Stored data
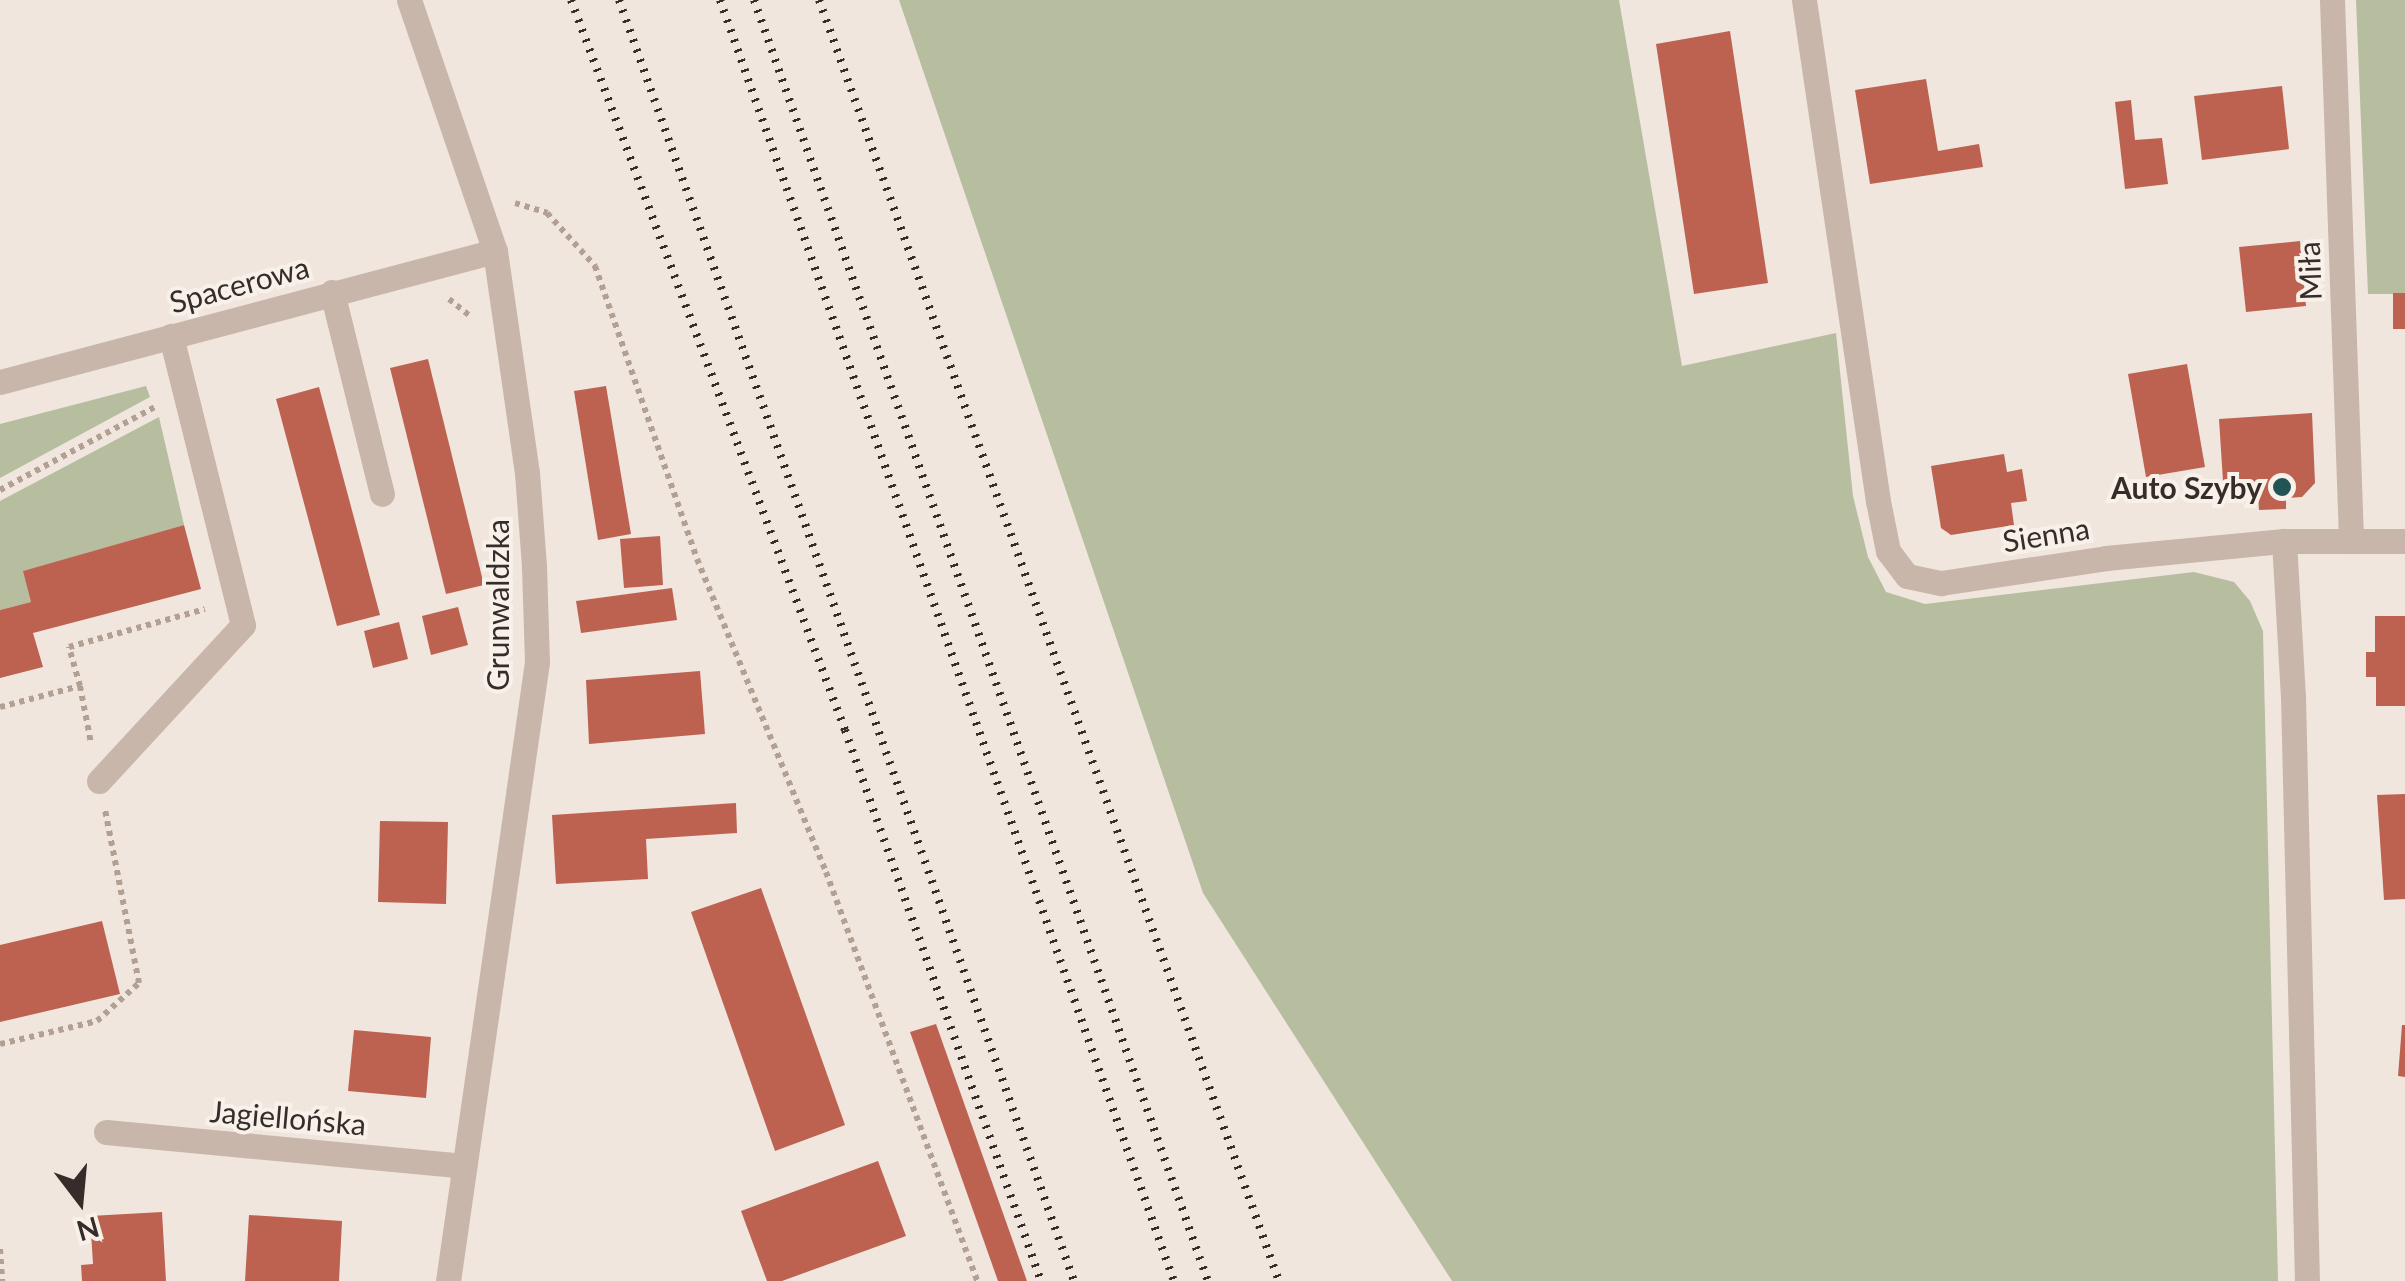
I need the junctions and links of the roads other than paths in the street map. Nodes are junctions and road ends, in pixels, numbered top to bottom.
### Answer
1 (410, 0) edge
2 (1804, 0) edge
3 (2332, 0) edge
4 (495, 251) junction
5 (332, 292) junction
6 (171, 336) junction
7 (0, 382) edge
8 (382, 494) dead end
9 (2351, 540) junction
10 (2284, 541) junction
11 (2405, 542) edge
12 (99, 781) road end
13 (106, 1132) dead end
14 (464, 1166) junction
15 (448, 1281) edge
16 (2307, 1281) edge

1 - 4 street, Grunwaldzka
2 - 10 street, Sienna
3 - 9 street, Miła
4 - 5 street, Spacerowa
4 - 14 street, Grunwaldzka
5 - 6 street, Spacerowa
5 - 8 street
6 - 7 street, Spacerowa
6 - 12 street
9 - 10 street
9 - 11 street
10 - 16 street
13 - 14 street, Jagiellońska
14 - 15 street, Grunwaldzka

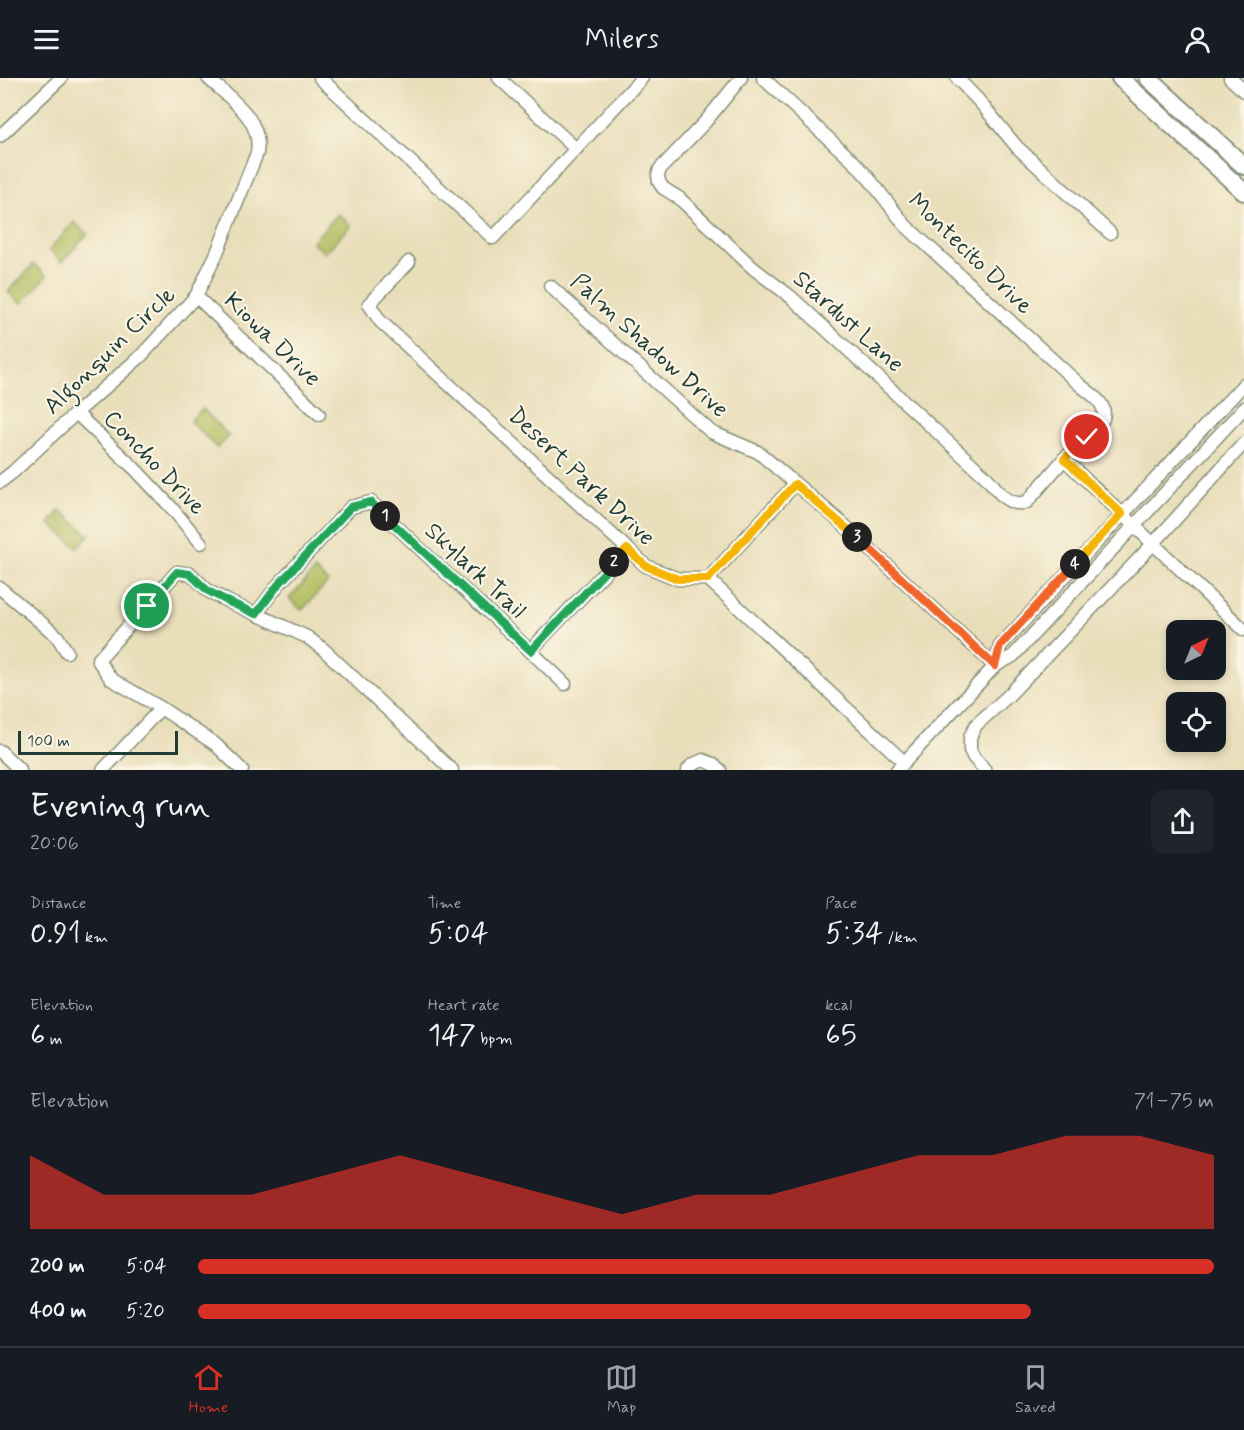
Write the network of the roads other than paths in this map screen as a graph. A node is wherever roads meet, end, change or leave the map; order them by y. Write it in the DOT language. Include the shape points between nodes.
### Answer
graph roads {
  1 [pos="61,78"];
  2 [pos="208,78"];
  3 [pos="320,78"];
  4 [pos="500,78"];
  5 [pos="642,78"];
  6 [pos="741,78"];
  7 [pos="763,78"];
  8 [pos="957,78"];
  9 [pos="1120,78"];
  10 [pos="1148,78"];
  11 [pos="1230,78"];
  12 [pos="1244,91"];
  13 [pos="1,133"];
  14 [pos="576,149"];
  15 [pos="1244,166"];
  16 [pos="1244,192"];
  17 [pos="1110,233"];
  18 [pos="409,262"];
  19 [pos="550,286"];
  20 [pos="196,297"];
  21 [pos="1244,384"];
  22 [pos="1244,408"];
  23 [pos="76,413"];
  24 [pos="318,414"];
  25 [pos="1244,443"];
  26 [pos="1064,459"];
  27 [pos="0,482"];
  28 [pos="795,484"];
  29 [pos="1122,514"];
  30 [pos="1134,526"];
  31 [pos="201,543"];
  32 [pos="1153,544"];
  33 [pos="627,549"];
  34 [pos="708,579"];
  35 [pos="0,588"];
  36 [pos="256,614"];
  37 [pos="1244,630"];
  38 [pos="531,651"];
  39 [pos="67,652"];
  40 [pos="995,666"];
  41 [pos="565,684"];
  42 [pos="161,708"];
  43 [pos="0,752"];
  44 [pos="900,766"];
  45 [pos="444,767"];
  46 [pos="20,770"];
  47 [pos="103,770"];
  48 [pos="242,770"];
  49 [pos="688,770"];
  50 [pos="720,770"];
  51 [pos="985,770"];
  1 -- 13 [label="street"];
  2 -- 20 [label="street, Algonquin Circle" via="248,116 259,143"];
  3 -- 14 [label="street" via="493,238"];
  4 -- 14 [label="street"];
  5 -- 14 [label="street"];
  6 -- 26 [label="street, Stardust Lane" via="660,169 659,182 663,188 791,297 1009,502 1027,502"];
  7 -- 26 [label="street, Montecito Drive" via="856,164 905,225 1099,401 1104,417 1101,423"];
  8 -- 17 [label="street" via="1017,147"];
  9 -- 16 [label="main road"];
  10 -- 15 [label="main road"];
  11 -- 12 [label="street"];
  18 -- 33 [label="street, Desert Park Drive" via="369,304 380,321"];
  19 -- 28 [label="street, Palm Shadow Drive" via="711,432 758,452"];
  20 -- 23 [label="street, Algonquin Circle" via="141,356"];
  20 -- 24 [label="street, Kiowa Drive"];
  21 -- 29 [label="street"];
  22 -- 30 [label="street"];
  23 -- 27 [label="street, Algonquin Circle"];
  23 -- 31 [label="street, Concho Drive" via="135,469"];
  25 -- 32 [label="street"];
  26 -- 29 [label="street"];
  28 -- 34 [label="street"];
  28 -- 40 [label="street, Palm Shadow Drive"];
  29 -- 30 [label="street"];
  29 -- 40 [label="street" via="1000,646"];
  30 -- 32 [label="street"];
  30 -- 40 [label="street" via="1013,656"];
  32 -- 37 [label="street"];
  32 -- 51 [label="street" via="976,725 969,745"];
  33 -- 34 [label="street, Desert Park Drive" via="646,566 678,579"];
  33 -- 38 [label="street"];
  34 -- 44 [label="street"];
  35 -- 39 [label="street" via="57,636"];
  36 -- 38 [label="street, Skylark Trail" via="351,507 371,502"];
  36 -- 42 [label="street" via="208,591 190,574 177,572 98,660 111,679"];
  36 -- 45 [label="street" via="307,637 323,649"];
  38 -- 41 [label="street, Skylark Trail"];
  40 -- 44 [label="street"];
  42 -- 47 [label="street"];
  42 -- 48 [label="street" via="214,744"];
  43 -- 46 [label="street"];
  49 -- 50 [label="street" via="703,760"];
}
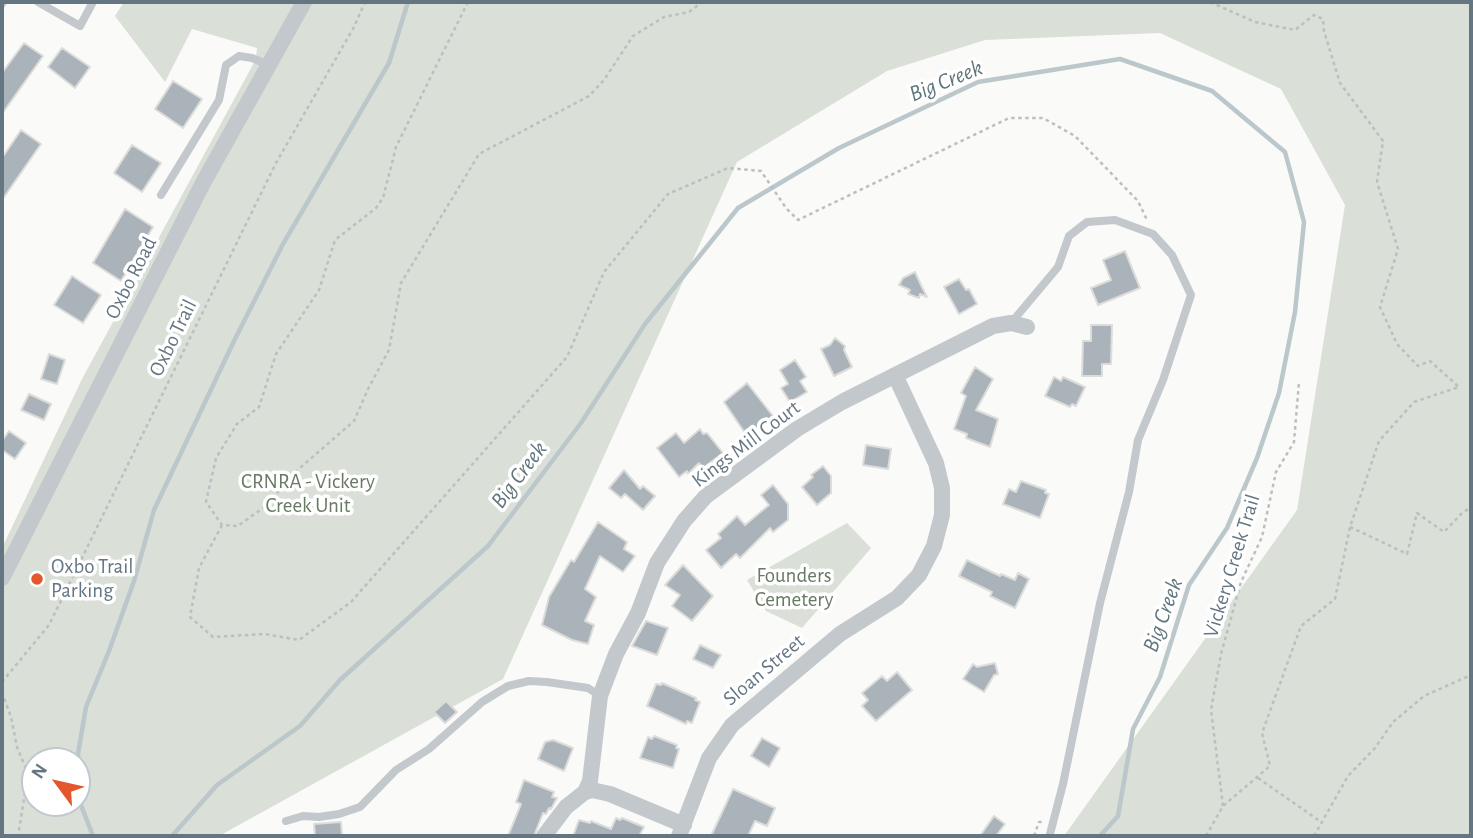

TASK DESCRIPTION: The response consists of the data above printed line for line, with no pictures.

SOLUTION FOR THIS PROBLEM:
I need the junctions and links of the roads other than paths in the street map. Nodes are junctions and road ends, in pixels, numbered top to bottom.
### Answer
1 (410, 0) edge
2 (1804, 0) edge
3 (2332, 0) edge
4 (495, 251) junction
5 (332, 292) junction
6 (171, 336) junction
7 (0, 382) edge
8 (382, 494) dead end
9 (2351, 540) junction
10 (2284, 541) junction
11 (2405, 542) edge
12 (99, 781) road end
13 (106, 1132) dead end
14 (464, 1166) junction
15 (448, 1281) edge
16 (2307, 1281) edge

1 - 4 street, Grunwaldzka
2 - 10 street, Sienna
3 - 9 street, Miła
4 - 5 street, Spacerowa
4 - 14 street, Grunwaldzka
5 - 6 street, Spacerowa
5 - 8 street
6 - 7 street, Spacerowa
6 - 12 street
9 - 10 street
9 - 11 street
10 - 16 street
13 - 14 street, Jagiellońska
14 - 15 street, Grunwaldzka

Write the network of the roads other than paths in this map screen as a graph. A node is wherever roads meet, end, change or leave the map; order them by y. Write it in the DOT language. Include the shape points between nodes.
### Answer
graph roads {
  1 [pos="61,78"];
  2 [pos="208,78"];
  3 [pos="320,78"];
  4 [pos="500,78"];
  5 [pos="642,78"];
  6 [pos="741,78"];
  7 [pos="763,78"];
  8 [pos="957,78"];
  9 [pos="1120,78"];
  10 [pos="1148,78"];
  11 [pos="1230,78"];
  12 [pos="1244,91"];
  13 [pos="1,133"];
  14 [pos="576,149"];
  15 [pos="1244,166"];
  16 [pos="1244,192"];
  17 [pos="1110,233"];
  18 [pos="409,262"];
  19 [pos="550,286"];
  20 [pos="196,297"];
  21 [pos="1244,384"];
  22 [pos="1244,408"];
  23 [pos="76,413"];
  24 [pos="318,414"];
  25 [pos="1244,443"];
  26 [pos="1064,459"];
  27 [pos="0,482"];
  28 [pos="795,484"];
  29 [pos="1122,514"];
  30 [pos="1134,526"];
  31 [pos="201,543"];
  32 [pos="1153,544"];
  33 [pos="627,549"];
  34 [pos="708,579"];
  35 [pos="0,588"];
  36 [pos="256,614"];
  37 [pos="1244,630"];
  38 [pos="531,651"];
  39 [pos="67,652"];
  40 [pos="995,666"];
  41 [pos="565,684"];
  42 [pos="161,708"];
  43 [pos="0,752"];
  44 [pos="900,766"];
  45 [pos="444,767"];
  46 [pos="20,770"];
  47 [pos="103,770"];
  48 [pos="242,770"];
  49 [pos="688,770"];
  50 [pos="720,770"];
  51 [pos="985,770"];
  1 -- 13 [label="street"];
  2 -- 20 [label="street, Algonquin Circle" via="248,116 259,143"];
  3 -- 14 [label="street" via="493,238"];
  4 -- 14 [label="street"];
  5 -- 14 [label="street"];
  6 -- 26 [label="street, Stardust Lane" via="660,169 659,182 663,188 791,297 1009,502 1027,502"];
  7 -- 26 [label="street, Montecito Drive" via="856,164 905,225 1099,401 1104,417 1101,423"];
  8 -- 17 [label="street" via="1017,147"];
  9 -- 16 [label="main road"];
  10 -- 15 [label="main road"];
  11 -- 12 [label="street"];
  18 -- 33 [label="street, Desert Park Drive" via="369,304 380,321"];
  19 -- 28 [label="street, Palm Shadow Drive" via="711,432 758,452"];
  20 -- 23 [label="street, Algonquin Circle" via="141,356"];
  20 -- 24 [label="street, Kiowa Drive"];
  21 -- 29 [label="street"];
  22 -- 30 [label="street"];
  23 -- 27 [label="street, Algonquin Circle"];
  23 -- 31 [label="street, Concho Drive" via="135,469"];
  25 -- 32 [label="street"];
  26 -- 29 [label="street"];
  28 -- 34 [label="street"];
  28 -- 40 [label="street, Palm Shadow Drive"];
  29 -- 30 [label="street"];
  29 -- 40 [label="street" via="1000,646"];
  30 -- 32 [label="street"];
  30 -- 40 [label="street" via="1013,656"];
  32 -- 37 [label="street"];
  32 -- 51 [label="street" via="976,725 969,745"];
  33 -- 34 [label="street, Desert Park Drive" via="646,566 678,579"];
  33 -- 38 [label="street"];
  34 -- 44 [label="street"];
  35 -- 39 [label="street" via="57,636"];
  36 -- 38 [label="street, Skylark Trail" via="351,507 371,502"];
  36 -- 42 [label="street" via="208,591 190,574 177,572 98,660 111,679"];
  36 -- 45 [label="street" via="307,637 323,649"];
  38 -- 41 [label="street, Skylark Trail"];
  40 -- 44 [label="street"];
  42 -- 47 [label="street"];
  42 -- 48 [label="street" via="214,744"];
  43 -- 46 [label="street"];
  49 -- 50 [label="street" via="703,760"];
}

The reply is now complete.